The social model of writing relies on the relationship between the writers and readers for the purpose of creating meaning. "Writers seldom write exactly what they mean and readers seldom interpret a writer's words exactly as the writer intended."

Even grammar has a social turn in writing: "It may be that to fully account for the contempt that some errors of usage arouse, we will have to understand better than we do the relationship between language, order, and those deep psychic forces that perceived linguistic violations seem to arouse in otherwise amiable people". So one cannot simply say a thing is right or wrong. There is a difference of degrees attributed to social forces.

==== Writing as a Social Activity ====
Writing is influenced by social environments, interactions with others, academic expectations and pressure. Writing processes are shaped by different types of regulations which includes self-regulation, co-regulation and shared regulation.

-Self regulation: writers independently plan, monitor and adjust their writing strategies

-Co-regulation: writers receive guidance and feedback from instructors or peers

-Shared regulation: Writing is collaboratively shaped within groups or researchers

These types of regulation demonstrate how writing is not just an individual cognitive activity, but a socially practice influenced by academic communities and feedback systems.

=== Expressivist process theory of writing ===
According to the expressivist theory, the process of writing is centered on the writer's transformation. This involves the writer changing in the sense that voice and identity are established and the writer has a sense of his or her self. In expressivist pedagogy, writing is a process used to create meaning. An author’s sense of self is emphasized for bringing social change. This theory became popular in the late 1960s and early 1970s.

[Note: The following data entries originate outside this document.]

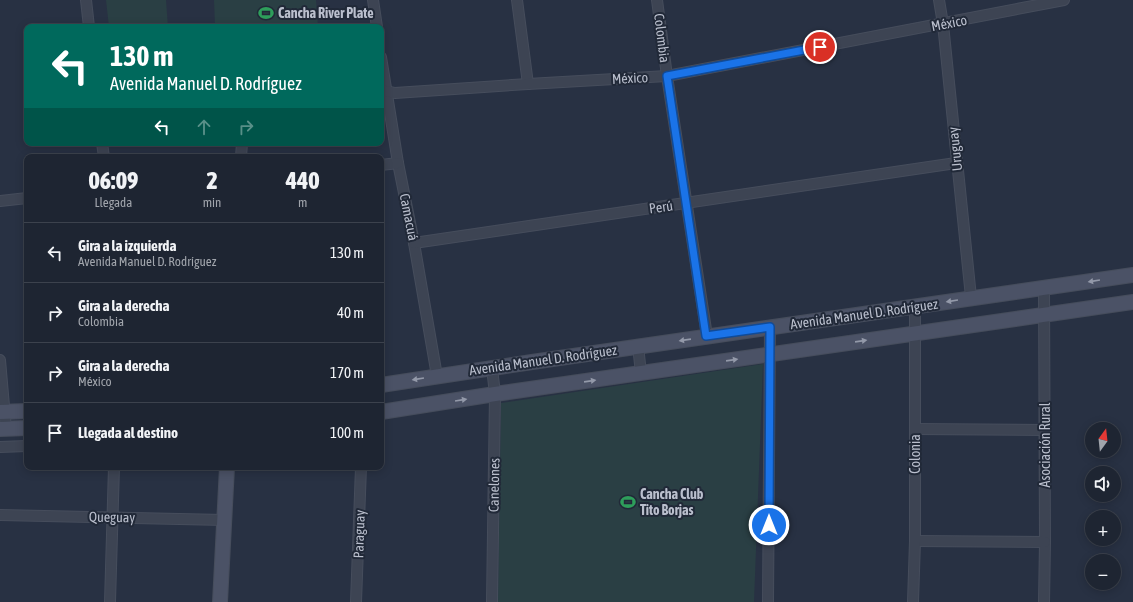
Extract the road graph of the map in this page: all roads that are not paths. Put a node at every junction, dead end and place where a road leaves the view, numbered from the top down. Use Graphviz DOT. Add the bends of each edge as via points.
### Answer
graph roads {
  1 [pos="86,0"];
  2 [pos="373,0"];
  3 [pos="516,0"];
  4 [pos="657,0"];
  5 [pos="939,0"];
  6 [pos="1064,0"];
  7 [pos="89,24"];
  8 [pos="377,24"];
  9 [pos="943,24"];
  10 [pos="667,76"];
  11 [pos="528,84"];
  12 [pos="384,91"];
  13 [pos="384,96"];
  14 [pos="398,163"];
  15 [pos="956,163"];
  16 [pos="384,165"];
  17 [pos="24,198"];
  18 [pos="0,200"];
  19 [pos="687,204"];
  20 [pos="414,243"];
  21 [pos="1133,275"];
  22 [pos="1044,288"];
  23 [pos="970,298"];
  24 [pos="1133,302"];
  25 [pos="915,307"];
  26 [pos="1044,314"];
  27 [pos="770,327"];
  28 [pos="916,333"];
  29 [pos="706,336"];
  30 [pos="638,346"];
  31 [pos="770,354"];
  32 [pos="0,360"];
  33 [pos="492,368"];
  34 [pos="641,373"];
  35 [pos="437,376"];
  36 [pos="384,385"];
  37 [pos="495,394"];
  38 [pos="24,411"];
  39 [pos="2,412"];
  40 [pos="384,412"];
  41 [pos="24,428"];
  42 [pos="3,429"];
  43 [pos="915,429"];
  44 [pos="1045,430"];
  45 [pos="24,446"];
  46 [pos="0,447"];
  47 [pos="114,470"];
  48 [pos="227,470"];
  49 [pos="361,470"];
  50 [pos="0,515"];
  51 [pos="112,517"];
  52 [pos="224,520"];
  53 [pos="915,541"];
  54 [pos="1045,542"];
  55 [pos="110,602"];
  56 [pos="220,602"];
  57 [pos="356,602"];
  58 [pos="492,602"];
  59 [pos="768,602"];
  60 [pos="914,602"];
  61 [pos="1044,602"];
  1 -- 7 [label="street"];
  2 -- 8 [label="street"];
  3 -- 11 [label="street"];
  4 -- 10 [label="street, Colombia"];
  5 -- 9 [label="street, Uruguay"];
  6 -- 9 [label="street, México"];
  9 -- 10 [label="street, México"];
  9 -- 15 [label="street, Uruguay"];
  10 -- 11 [label="street, México"];
  10 -- 19 [label="street, Colombia"];
  11 -- 12 [label="street, México" via="396,93"];
  13 -- 14 [label="street, Camacuá"];
  14 -- 16 [label="street"];
  14 -- 20 [label="street, Camacuá"];
  15 -- 19 [label="street, Perú"];
  15 -- 23 [label="street, Uruguay"];
  17 -- 18 [label="street"];
  19 -- 20 [label="street, Perú"];
  19 -- 29 [label="street, Colombia"];
  20 -- 35 [label="street, Camacuá"];
  21 -- 22 [label="street, Avenida Manuel D. Rodríguez, one-way"];
  22 -- 23 [label="street, Avenida Manuel D. Rodríguez"];
  22 -- 26 [label="street, Asociación Rural"];
  23 -- 25 [label="street, Avenida Manuel D. Rodríguez, one-way"];
  24 -- 26 [label="street, Avenida Manuel D. Rodríguez"];
  25 -- 27 [label="street, Avenida Manuel D. Rodríguez"];
  25 -- 28 [label="street, Colonia"];
  26 -- 28 [label="street, Avenida Manuel D. Rodríguez"];
  26 -- 44 [label="street, Asociación Rural"];
  27 -- 29 [label="street, Avenida Manuel D. Rodríguez"];
  27 -- 31 [label="street"];
  31 -- 28 [label="street, Avenida Manuel D. Rodríguez, one-way"];
  28 -- 43 [label="street, Colonia"];
  29 -- 30 [label="street, Avenida Manuel D. Rodríguez, one-way"];
  30 -- 33 [label="street, Avenida Manuel D. Rodríguez"];
  30 -- 34 [label="street"];
  34 -- 31 [label="street, Avenida Manuel D. Rodríguez, one-way"];
  31 -- 59 [label="street"];
  32 -- 39 [label="street"];
  33 -- 35 [label="street, Avenida Manuel D. Rodríguez"];
  33 -- 37 [label="street, Canelones"];
  37 -- 34 [label="street, Avenida Manuel D. Rodríguez, one-way"];
  35 -- 36 [label="street, Avenida Manuel D. Rodríguez, one-way"];
  40 -- 37 [label="street, Avenida Manuel D. Rodríguez, one-way"];
  37 -- 58 [label="street, Canelones"];
  38 -- 39 [label="street"];
  39 -- 42 [label="street"];
  41 -- 42 [label="street"];
  43 -- 44 [label="street"];
  43 -- 53 [label="street, Colonia"];
  44 -- 54 [label="street, Asociación Rural"];
  45 -- 46 [label="street"];
  47 -- 51 [label="street"];
  48 -- 52 [label="street"];
  49 -- 57 [label="street, Paraguay"];
  50 -- 51 [label="street, Queguay"];
  51 -- 52 [label="street, Queguay"];
  51 -- 55 [label="street"];
  52 -- 56 [label="street"];
  53 -- 54 [label="street"];
  53 -- 60 [label="street, Colonia"];
  54 -- 61 [label="street, Asociación Rural"];
}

Several scholars have noted that the expressivist process is incredibly valuable when it comes to writer’s forming their own identities within writing, Michele Zugnoni and Anne Harrington in particular. Zugnoni discusses the ways in which including self-reflection and self-expression within writing is incredibly helpful in allowing first-generation students to build a sense of individuality and purpose. Zugnoni had female, first-generation students use self-reflection in writing, allowing for this group of students to create a sense of individuality from writing freely. In the book “Writing With Elbow,” Herrington’s chapter, titled “Gone Fishin’: Rendering and the Uses of Personal Experience in Writing,” states that the exclusion of personal experience in an academic writing assignment disregards the value of a writer’s experiences.

Expressivist process theory and academic writing complement one another, that academic inquiry focuses on discovery wherein expressivism is the discovery and analysis of your personal experiences. It is discussed that the act of writing about one’s personal experience not only helps to make sense of those experiences but allows them to build their voice, Bruce Ballenger stating his own students had told him that writing had been put into a new light when allowed to express their personal experiences.

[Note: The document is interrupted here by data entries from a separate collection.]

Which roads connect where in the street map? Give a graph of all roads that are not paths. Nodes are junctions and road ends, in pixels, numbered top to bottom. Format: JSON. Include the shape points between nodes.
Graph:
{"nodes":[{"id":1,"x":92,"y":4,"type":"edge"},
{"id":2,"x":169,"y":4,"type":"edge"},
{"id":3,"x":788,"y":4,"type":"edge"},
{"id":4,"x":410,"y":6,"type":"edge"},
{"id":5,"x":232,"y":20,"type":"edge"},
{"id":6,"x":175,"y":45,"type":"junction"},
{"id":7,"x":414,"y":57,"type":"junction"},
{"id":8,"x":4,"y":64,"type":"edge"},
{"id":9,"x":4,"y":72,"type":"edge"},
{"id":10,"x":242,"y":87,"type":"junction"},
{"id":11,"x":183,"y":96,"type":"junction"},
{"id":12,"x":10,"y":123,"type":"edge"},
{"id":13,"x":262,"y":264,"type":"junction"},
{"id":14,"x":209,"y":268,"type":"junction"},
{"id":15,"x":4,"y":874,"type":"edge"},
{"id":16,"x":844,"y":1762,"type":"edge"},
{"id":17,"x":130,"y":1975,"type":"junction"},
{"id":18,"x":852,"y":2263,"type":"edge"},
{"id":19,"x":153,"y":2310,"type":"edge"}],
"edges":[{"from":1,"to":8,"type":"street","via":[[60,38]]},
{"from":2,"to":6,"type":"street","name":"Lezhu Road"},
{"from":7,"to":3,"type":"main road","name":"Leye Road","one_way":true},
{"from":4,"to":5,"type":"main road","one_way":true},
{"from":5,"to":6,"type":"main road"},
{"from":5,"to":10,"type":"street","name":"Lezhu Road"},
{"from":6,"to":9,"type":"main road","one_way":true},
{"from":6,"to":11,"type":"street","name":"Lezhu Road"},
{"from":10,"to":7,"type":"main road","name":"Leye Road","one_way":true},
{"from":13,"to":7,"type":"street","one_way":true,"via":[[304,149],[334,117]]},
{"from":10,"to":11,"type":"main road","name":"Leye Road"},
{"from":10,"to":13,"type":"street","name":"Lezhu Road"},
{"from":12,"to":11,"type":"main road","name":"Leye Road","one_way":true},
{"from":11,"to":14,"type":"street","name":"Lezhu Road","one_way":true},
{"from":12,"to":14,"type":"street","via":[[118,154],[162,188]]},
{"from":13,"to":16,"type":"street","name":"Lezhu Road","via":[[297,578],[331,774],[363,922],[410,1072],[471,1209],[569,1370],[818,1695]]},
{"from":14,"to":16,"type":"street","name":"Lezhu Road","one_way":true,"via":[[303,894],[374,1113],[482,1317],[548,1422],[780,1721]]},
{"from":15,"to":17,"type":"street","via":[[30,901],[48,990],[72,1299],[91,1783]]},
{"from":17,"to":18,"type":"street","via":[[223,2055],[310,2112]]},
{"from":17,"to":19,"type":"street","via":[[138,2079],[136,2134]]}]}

According to Richard Fulkerson's article "Four Philosophies of Composition", the focus of expressivism is for writers to have "... an interesting, credible, honest, and personal voice". Moreover, proponents of the expressivist process view this theory as a way for students to become fulfilled and healthy both emotionally and mentally. Those who teach this process often focus on journaling and other classroom activities to focus on student self-discovery and at times, low-stakes writing. Prominent figures in the field include John Dixon, Ken Macrorie, Lou Kelly, Donald C. Stewart and Peter Elbow.

Expressivist theory in writing goes against the academic side of writing by valuing individualism over structure. Personal voice and creative exploration is seen as a better way for student writers to write in academic settings.

Writers often use freewriting as a form of expressivism. Freewriting is seen as a way to allow creativity in one's writing, allowing the writer to include personal and academic ideas into each piece. Expressivism allows people to let their inner thoughts roam free which is a precursor to brainstorming and organizing thoughts. Many writers also use a tool called voice. It is used to give character to writing. It induces personal experience and emotion and introduces personality.

Expressivist theorists like Peter Elbow argue that freewriting is not just a tactic to increase the speed of drafting, but a tool for thought discovery. This theory allows writers to uncover thoughts because all restrictions are gone. Other researches emphasize the expressivist mode in a social sense.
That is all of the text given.